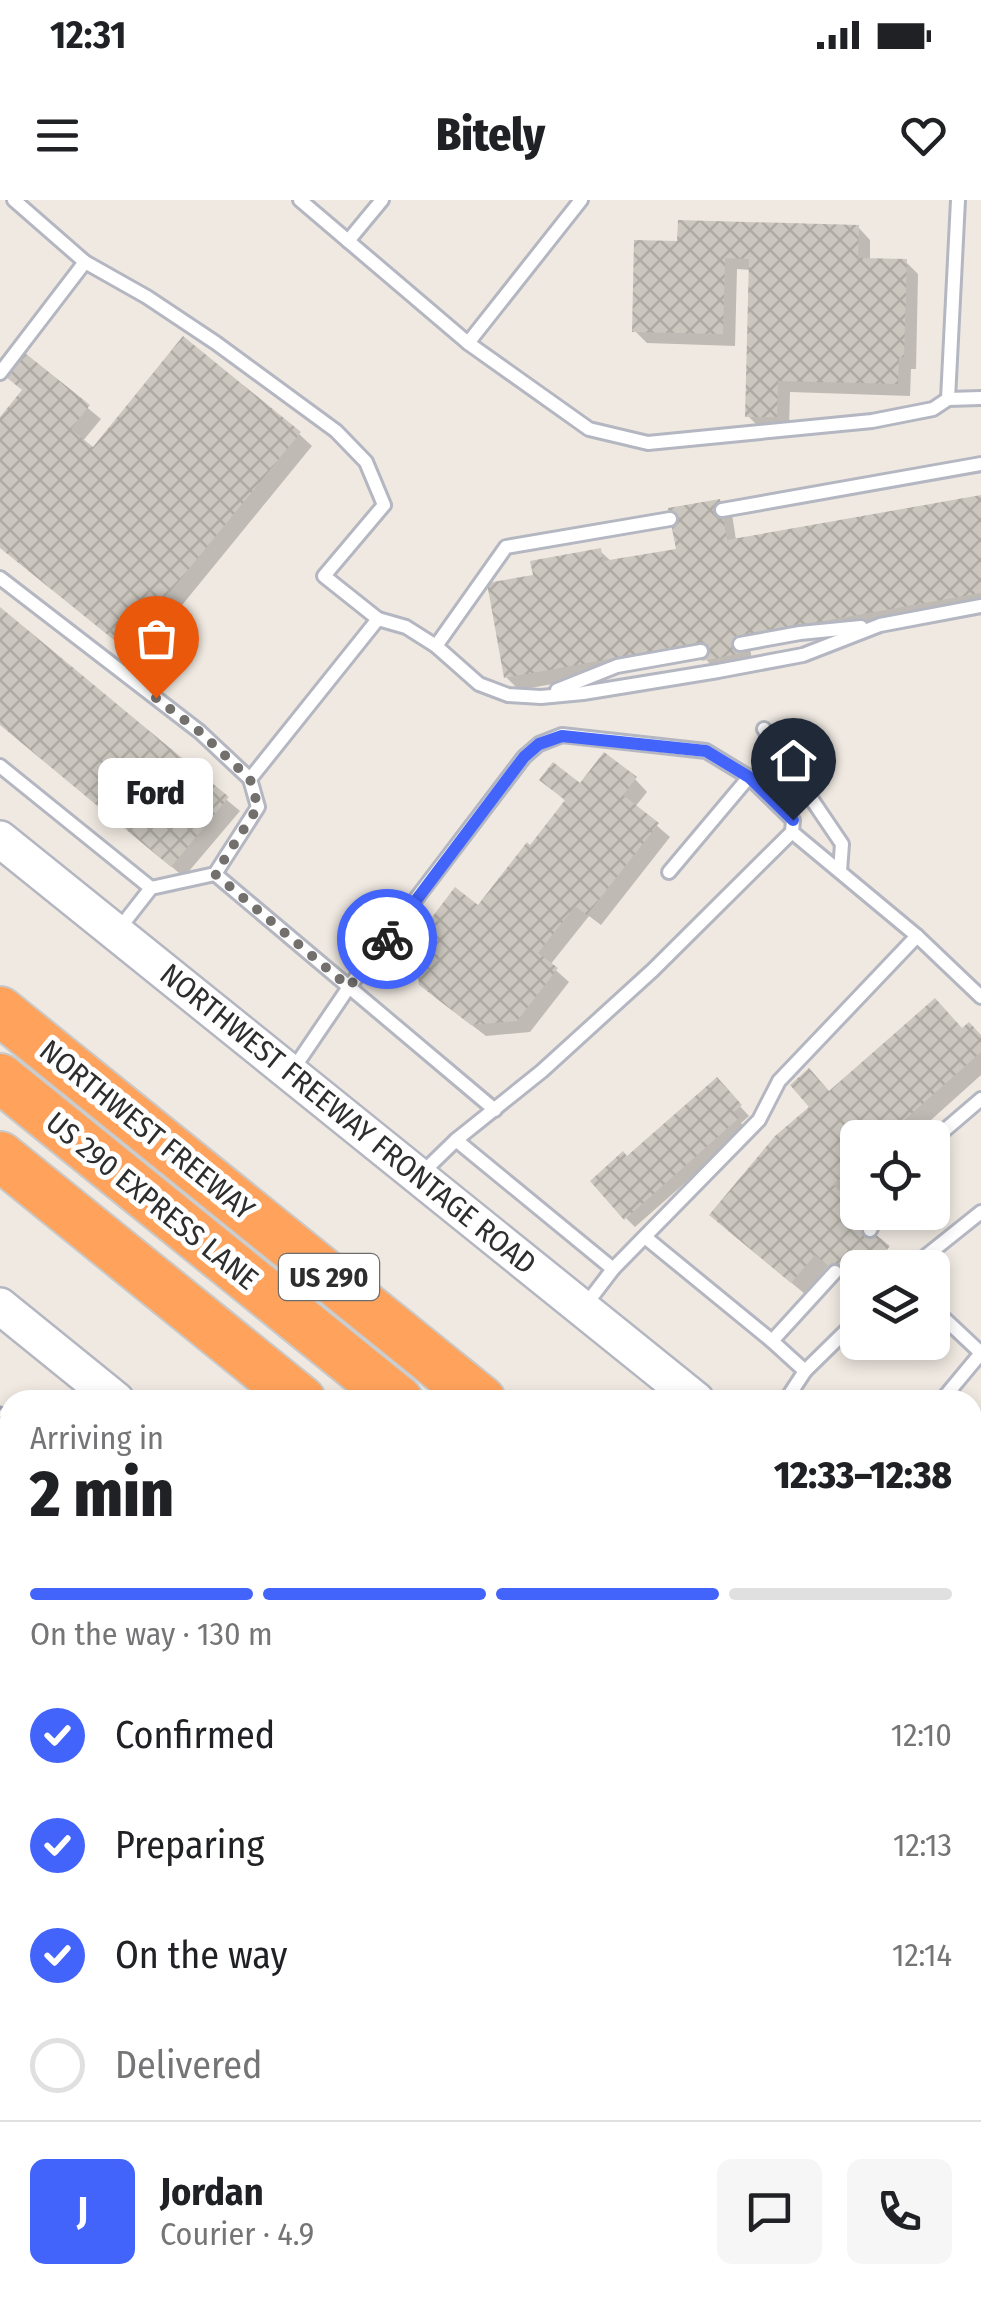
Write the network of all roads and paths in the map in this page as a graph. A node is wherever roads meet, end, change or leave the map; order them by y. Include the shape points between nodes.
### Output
1 (14, 200) edge
2 (300, 200) edge
3 (382, 200) edge
4 (581, 200) edge
5 (958, 200) edge
6 (348, 241) junction
7 (85, 262) junction
8 (468, 343) junction
9 (0, 373) edge
10 (981, 398) edge
11 (948, 399) junction
12 (981, 464) edge
13 (722, 510) dead end
14 (670, 519) dead end
15 (0, 578) edge
16 (981, 606) edge
17 (378, 619) junction
18 (880, 625) junction
19 (740, 644) dead end
20 (436, 646) junction
21 (701, 651) dead end
22 (541, 697) junction
23 (764, 729) dead end
24 (0, 766) edge
25 (749, 777) junction
26 (250, 779) junction
27 (792, 832) junction
28 (0, 839) edge
29 (840, 871) junction
30 (669, 872) dead end
31 (215, 874) junction
32 (150, 888) junction
33 (117, 931) junction
34 (917, 936) junction
35 (349, 987) junction
36 (981, 997) edge
37 (0, 1011) edge
38 (291, 1073) junction
39 (0, 1078) edge
40 (981, 1098) edge
41 (494, 1110) junction
42 (950, 1125) edge
43 (456, 1140) junction
44 (0, 1156) edge
45 (420, 1175) junction
46 (981, 1212) edge
47 (645, 1237) junction
48 (934, 1250) edge
49 (613, 1270) junction
50 (835, 1272) dead end
51 (0, 1306) edge
52 (582, 1309) junction
53 (950, 1323) edge
54 (840, 1336) edge
55 (772, 1340) junction
56 (981, 1353) edge
57 (805, 1371) junction
58 (104, 1390) edge
59 (289, 1390) edge
60 (386, 1390) edge
61 (470, 1390) edge
62 (683, 1390) edge
63 (795, 1390) edge
64 (950, 1390) edge

1 - 7 lane
2 - 6 lane
3 - 6 lane
4 - 8 lane
5 - 11 lane
6 - 8 lane
7 - 9 lane
7 - 17 lane via 216,343 366,462 384,505 324,576
8 - 11 lane via 589,429 648,443 872,420 933,409
10 - 11 lane
12 - 13 lane
14 - 20 lane via 506,548
15 - 26 lane via 200,732
16 - 18 lane
17 - 20 lane
17 - 26 lane
18 - 19 lane
18 - 22 lane via 802,655
20 - 22 lane via 479,684
21 - 22 lane via 616,666
23 - 29 lane via 842,844
24 - 32 lane
25 - 27 lane via 793,820
25 - 30 lane
25 - 35 lane via 706,751 562,736 539,744
26 - 31 lane via 258,807
27 - 29 lane
27 - 41 lane via 653,970
28 - 33 main road, NORTHWEST FREEWAY FRONTAGE ROAD
29 - 34 lane
31 - 32 lane
31 - 35 lane
32 - 33 lane
33 - 38 main road, NORTHWEST FREEWAY FRONTAGE ROAD
34 - 36 lane
34 - 47 lane via 779,1082 759,1120
35 - 38 lane
35 - 41 lane
37 - 61 highway, NORTHWEST FREEWAY / US 290
38 - 45 main road, NORTHWEST FREEWAY FRONTAGE ROAD
39 - 60 highway, US 290 EXPRESS LANE
40 - 42 lane
41 - 43 lane
43 - 45 lane
43 - 49 lane
44 - 59 highway
45 - 52 main road, NORTHWEST FREEWAY FRONTAGE ROAD
46 - 48 lane
47 - 49 lane
47 - 55 lane
49 - 52 lane
50 - 55 lane
51 - 58 main road
52 - 62 main road, NORTHWEST FREEWAY FRONTAGE ROAD
53 - 56 lane
54 - 57 lane
55 - 57 lane
56 - 64 lane
57 - 63 lane

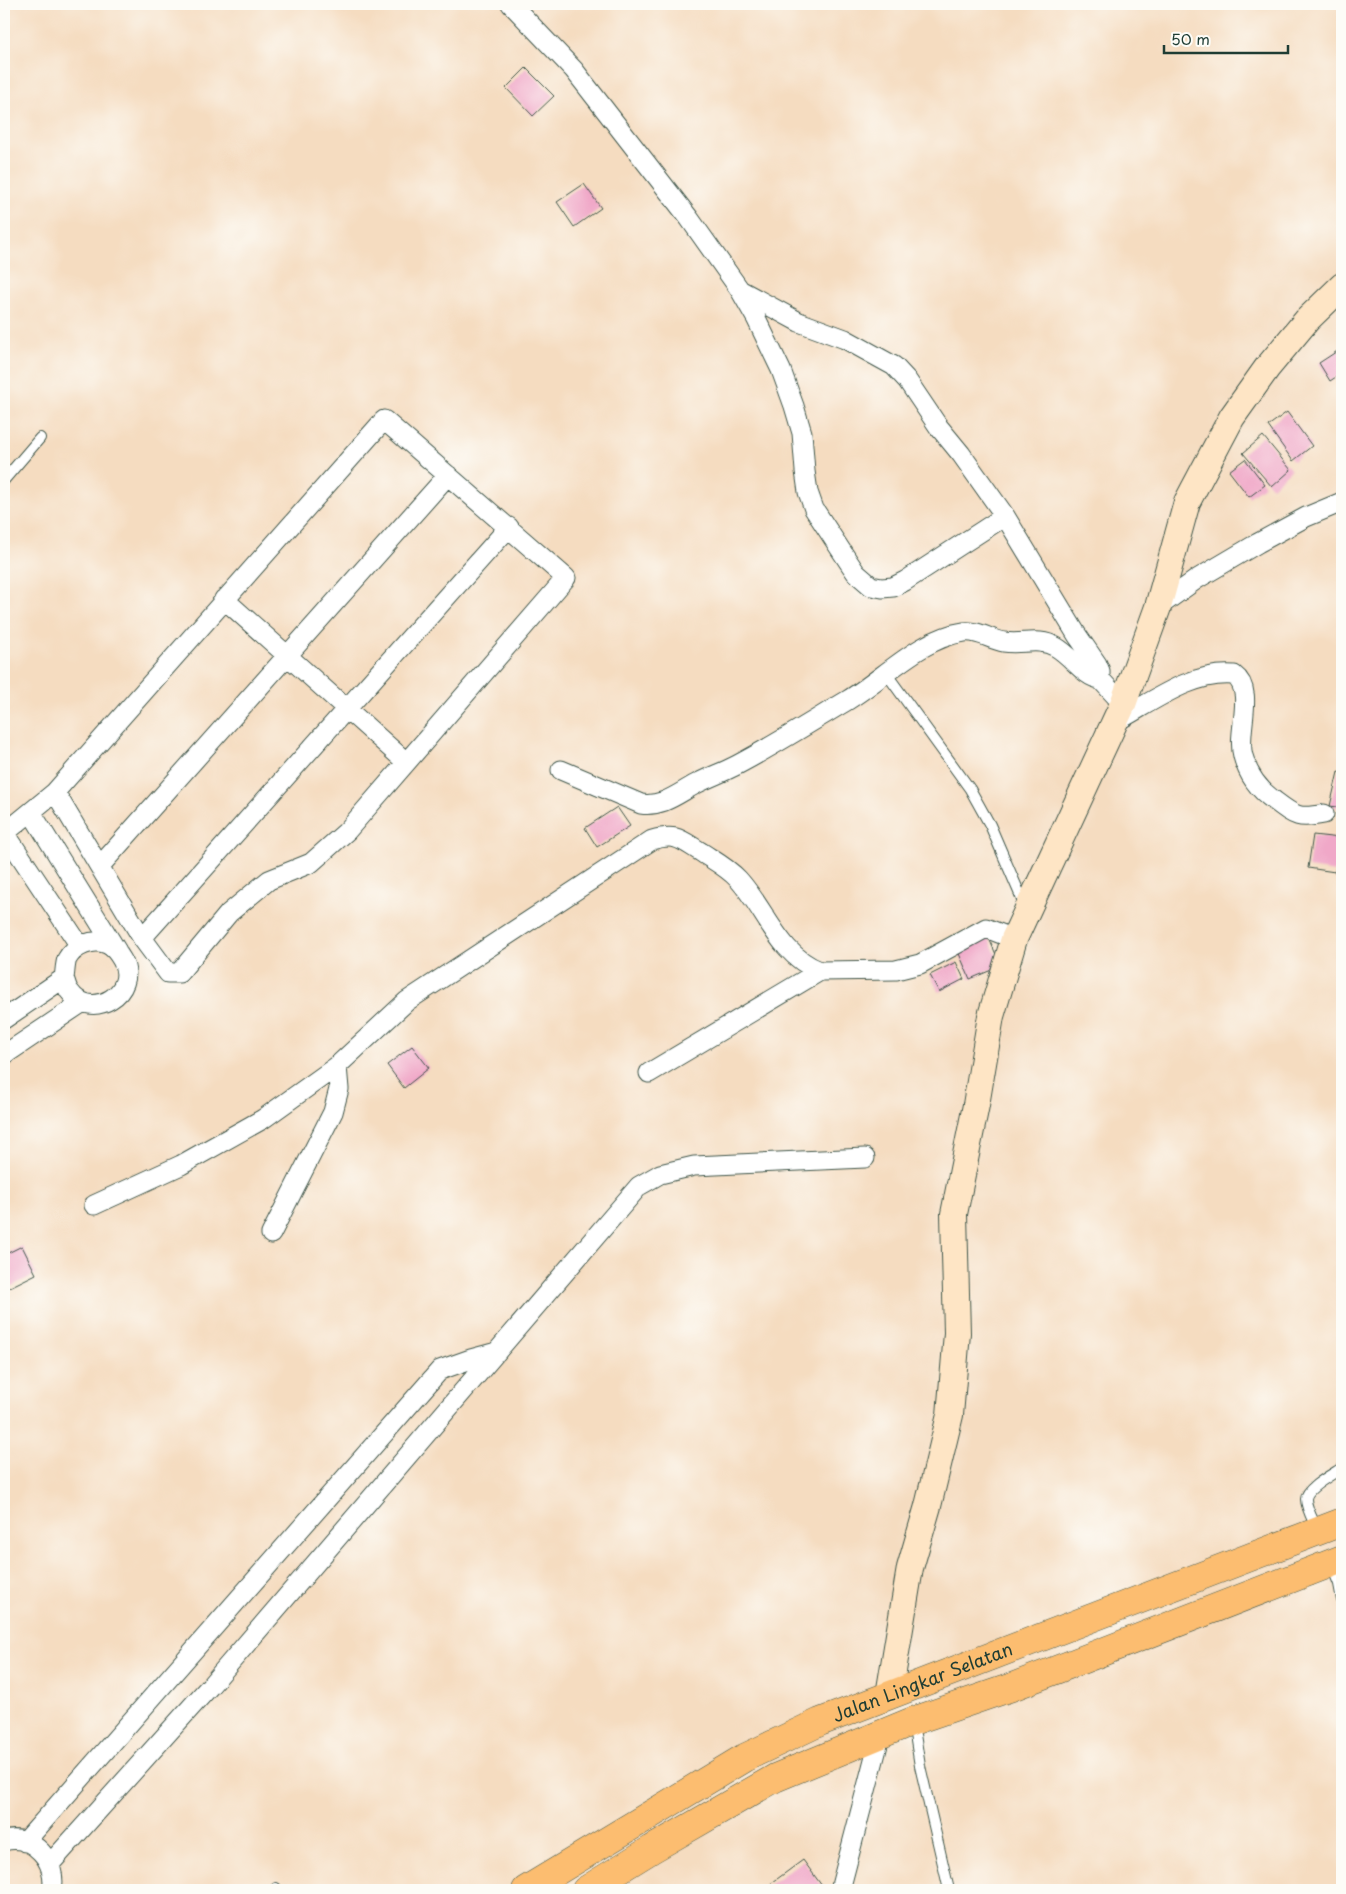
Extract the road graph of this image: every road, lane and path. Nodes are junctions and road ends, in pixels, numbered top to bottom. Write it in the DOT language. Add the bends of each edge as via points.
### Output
graph roads {
  1 [pos="511,4"];
  2 [pos="1342,286"];
  3 [pos="740,290"];
  4 [pos="40,438"];
  5 [pos="448,475"];
  6 [pos="4,480"];
  7 [pos="1342,502"];
  8 [pos="1004,516"];
  9 [pos="509,527"];
  10 [pos="224,599"];
  11 [pos="1158,607"];
  12 [pos="287,656"];
  13 [pos="886,673"];
  14 [pos="1100,679"];
  15 [pos="347,709"];
  16 [pos="1119,713"];
  17 [pos="406,762"];
  18 [pos="561,770"];
  19 [pos="55,792"];
  20 [pos="31,812"];
  21 [pos="1324,814"];
  22 [pos="5,832"];
  23 [pos="100,866"];
  24 [pos="1028,911"];
  25 [pos="142,938"];
  26 [pos="1014,939"];
  27 [pos="80,946"];
  28 [pos="117,951"];
  29 [pos="820,971"];
  30 [pos="64,978"];
  31 [pos="82,1002"];
  32 [pos="4,1019"];
  33 [pos="4,1055"];
  34 [pos="337,1066"];
  35 [pos="649,1073"];
  36 [pos="865,1158"];
  37 [pos="94,1205"];
  38 [pos="272,1234"];
  39 [pos="497,1352"];
  40 [pos="1342,1468"];
  41 [pos="1342,1522"];
  42 [pos="1317,1531"];
  43 [pos="1336,1561"];
  44 [pos="1342,1600"];
  45 [pos="1075,1624"];
  46 [pos="1085,1659"];
  47 [pos="890,1695"];
  48 [pos="913,1720"];
  49 [pos="880,1733"];
  50 [pos="11,1838"];
  51 [pos="50,1864"];
  52 [pos="52,1890"];
  53 [pos="526,1890"];
  54 [pos="586,1890"];
  55 [pos="840,1890"];
  56 [pos="949,1890"];
  1 -- 3 [label="street" via="574,70 689,218"];
  2 -- 11 [label="street" via="1307,320 1232,417 1187,502"];
  3 -- 8 [label="street" via="799,322 845,339 894,366"];
  3 -- 8 [label="street" via="781,370 796,412 804,444 808,492 814,509 863,580 882,588 905,581"];
  4 -- 6 [label="lane"];
  5 -- 9 [label="street"];
  5 -- 10 [label="street" via="384,420"];
  5 -- 12 [label="street"];
  7 -- 11 [label="street" via="1258,543 1197,579"];
  8 -- 14 [label="street" via="1097,664"];
  9 -- 15 [label="street"];
  9 -- 17 [label="street" via="566,578"];
  10 -- 12 [label="street"];
  10 -- 19 [label="street"];
  11 -- 16 [label="street"];
  12 -- 15 [label="street"];
  12 -- 23 [label="street"];
  13 -- 14 [label="street" via="942,637 966,631 1004,642 1038,640 1054,645 1087,675"];
  13 -- 18 [label="street" via="850,699 730,769 653,805 641,804"];
  13 -- 24 [label="lane" via="970,789 990,825"];
  14 -- 16 [label="street"];
  15 -- 17 [label="street"];
  15 -- 25 [label="street"];
  16 -- 21 [label="street" via="1181,685 1204,678 1234,675 1244,687 1242,754 1259,788 1296,815 1305,818"];
  16 -- 24 [label="street"];
  17 -- 25 [label="street" via="347,831 311,863 269,880 229,914 178,973 168,973"];
  19 -- 20 [label="street"];
  19 -- 23 [label="street"];
  20 -- 22 [label="street"];
  20 -- 28 [label="street"];
  22 -- 27 [label="street"];
  23 -- 25 [label="street"];
  24 -- 26 [label="street"];
  26 -- 29 [label="street" via="986,928 920,964 896,970"];
  26 -- 47 [label="street" via="991,1016 954,1214 957,1333 950,1415 910,1568"];
  27 -- 28 [label="street" via="93,942 106,944"];
  27 -- 30 [label="street" via="67,960"];
  28 -- 31 [label="street" via="126,966 125,983 115,998 100,1005"];
  29 -- 34 [label="street" via="797,958 781,940 737,877 680,839 667,836 652,840 407,1001"];
  29 -- 35 [label="street"];
  30 -- 31 [label="street" via="70,993"];
  30 -- 32 [label="street"];
  31 -- 33 [label="street"];
  34 -- 37 [label="street" via="255,1123 181,1165"];
  34 -- 38 [label="street" via="338,1088 333,1112"];
  36 -- 39 [label="street" via="694,1166 648,1179 633,1192"];
  39 -- 50 [label="street" via="440,1370"];
  39 -- 51 [label="street" via="211,1685"];
  40 -- 42 [label="lane" via="1312,1488 1306,1496"];
  41 -- 42 [label="highway, Jalan Lingkar Selatan"];
  42 -- 45 [label="highway, Jalan Lingkar Selatan"];
  43 -- 44 [label="lane"];
  43 -- 46 [label="highway, Jalan Lingkar Selatan"];
  45 -- 46 [label="highway"];
  45 -- 47 [label="highway, Jalan Lingkar Selatan"];
  46 -- 48 [label="highway, Jalan Lingkar Selatan"];
  47 -- 53 [label="highway, Jalan Lingkar Selatan" via="820,1722 744,1758"];
  48 -- 49 [label="highway, Jalan Lingkar Selatan"];
  48 -- 56 [label="lane" via="920,1766"];
  49 -- 54 [label="highway, Jalan Lingkar Selatan" via="775,1778"];
  49 -- 55 [label="street"];
  50 -- 51 [label="street" via="40,1850"];
  51 -- 52 [label="street" via="54,1881"];
}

_What is expected_. If a line above holds the string "roads", copy it out.

_Reply to the task_.
Write the network of all roads and paths in the map in this page as a graph. A node is wherever roads meet, end, change or leave the map; order them by y. Include the shape points between nodes.
graph roads {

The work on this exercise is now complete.